David Sklansky, former federal prosecutor and criminal law professor at Stanford Law School, said the decision is part of a “broader phenomenon” in which courts are “struggling” to apply the Fourth Amendment in cases dealing with cellphones, computers and other devices in the internet age.

He said the opinion essentially equates the warrant at issue to a “general warrant,” a British practice that gave the government power to conduct sweeping, broad searches. It was this type of warrant that the framers of the Constitution sought to avoid with the Fourth Amendment, Sklansky explained.

“In this case the court was dealing with an investigative tactic that on its face looks like you could use it to search not only the cell phone of any person … but their home, including any parts of their home that could contain a cell phone.
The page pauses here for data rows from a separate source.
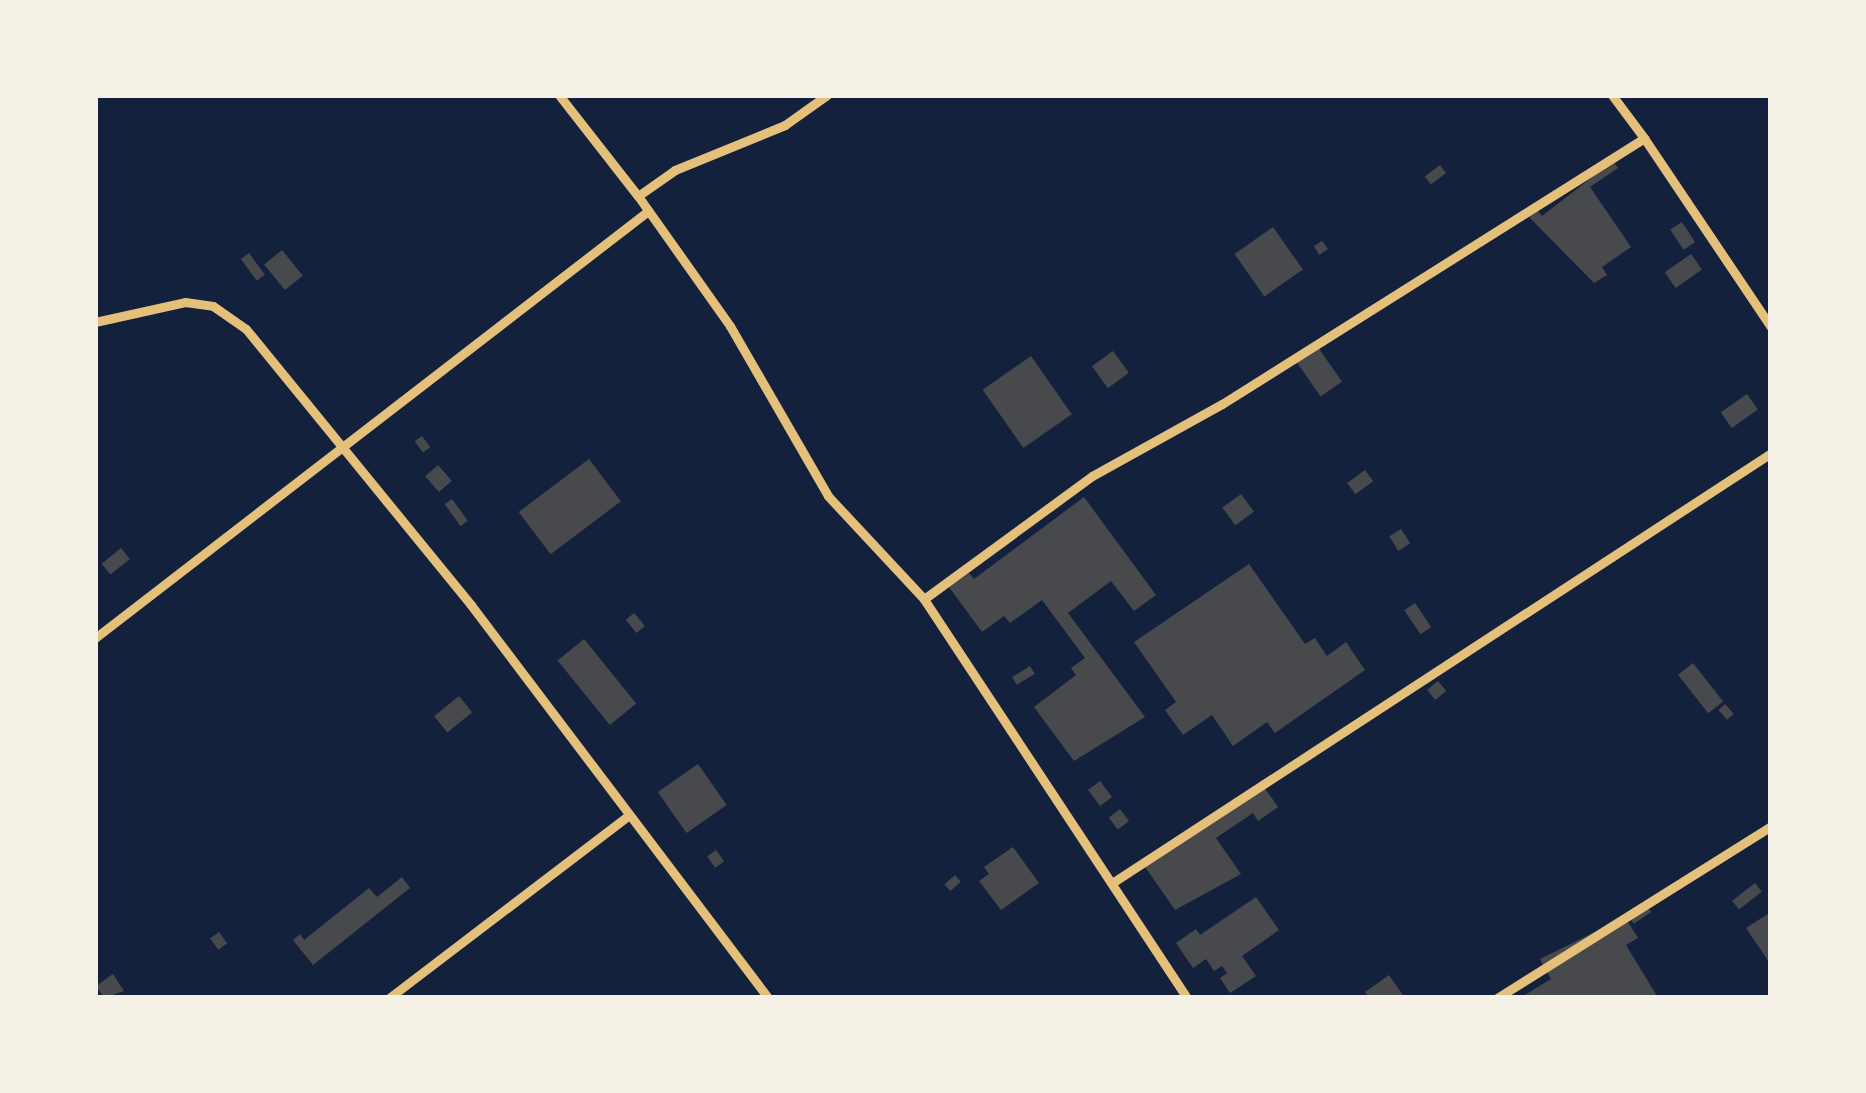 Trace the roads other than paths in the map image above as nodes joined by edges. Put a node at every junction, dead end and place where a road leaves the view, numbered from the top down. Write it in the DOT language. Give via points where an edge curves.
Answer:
graph roads {
  1 [pos="558,95"];
  2 [pos="827,95"];
  3 [pos="1612,95"];
  4 [pos="1644,138"];
  5 [pos="638,196"];
  6 [pos="648,211"];
  7 [pos="95,322"];
  8 [pos="1771,327"];
  9 [pos="344,446"];
  10 [pos="1771,453"];
  11 [pos="924,599"];
  12 [pos="95,638"];
  13 [pos="628,816"];
  14 [pos="1771,826"];
  15 [pos="1112,884"];
  16 [pos="388,998"];
  17 [pos="768,998"];
  18 [pos="1188,998"];
  19 [pos="1497,998"];
  1 -- 5 [label="street"];
  2 -- 5 [label="street" via="785,125 675,170"];
  3 -- 4 [label="street"];
  4 -- 8 [label="street"];
  4 -- 11 [label="street" via="1253,385 1092,476"];
  5 -- 6 [label="street"];
  6 -- 9 [label="street"];
  6 -- 11 [label="street" via="730,326 828,496"];
  7 -- 9 [label="street" via="185,302 230,314"];
  9 -- 12 [label="street"];
  9 -- 13 [label="street"];
  10 -- 15 [label="street"];
  11 -- 15 [label="street"];
  13 -- 16 [label="street"];
  13 -- 17 [label="street"];
  14 -- 19 [label="street"];
  15 -- 18 [label="street"];
}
That seems very close to a kind of general warrant,” Sklansky said. “I think that, like lots of judges, the D.C. Circuit panel has that in their back of their mind and that’s part of what’s motivating this decision.”

In her dissent, Brown wrote the majority’s decision was the first time the court refused to apply the good-faith exception due to an overbroad warrant. She admonished the court for casting aside the officer’s experience in its critique of the affidavit, and said there was “no doubt” the case would be used to “further undermine the good faith exception.”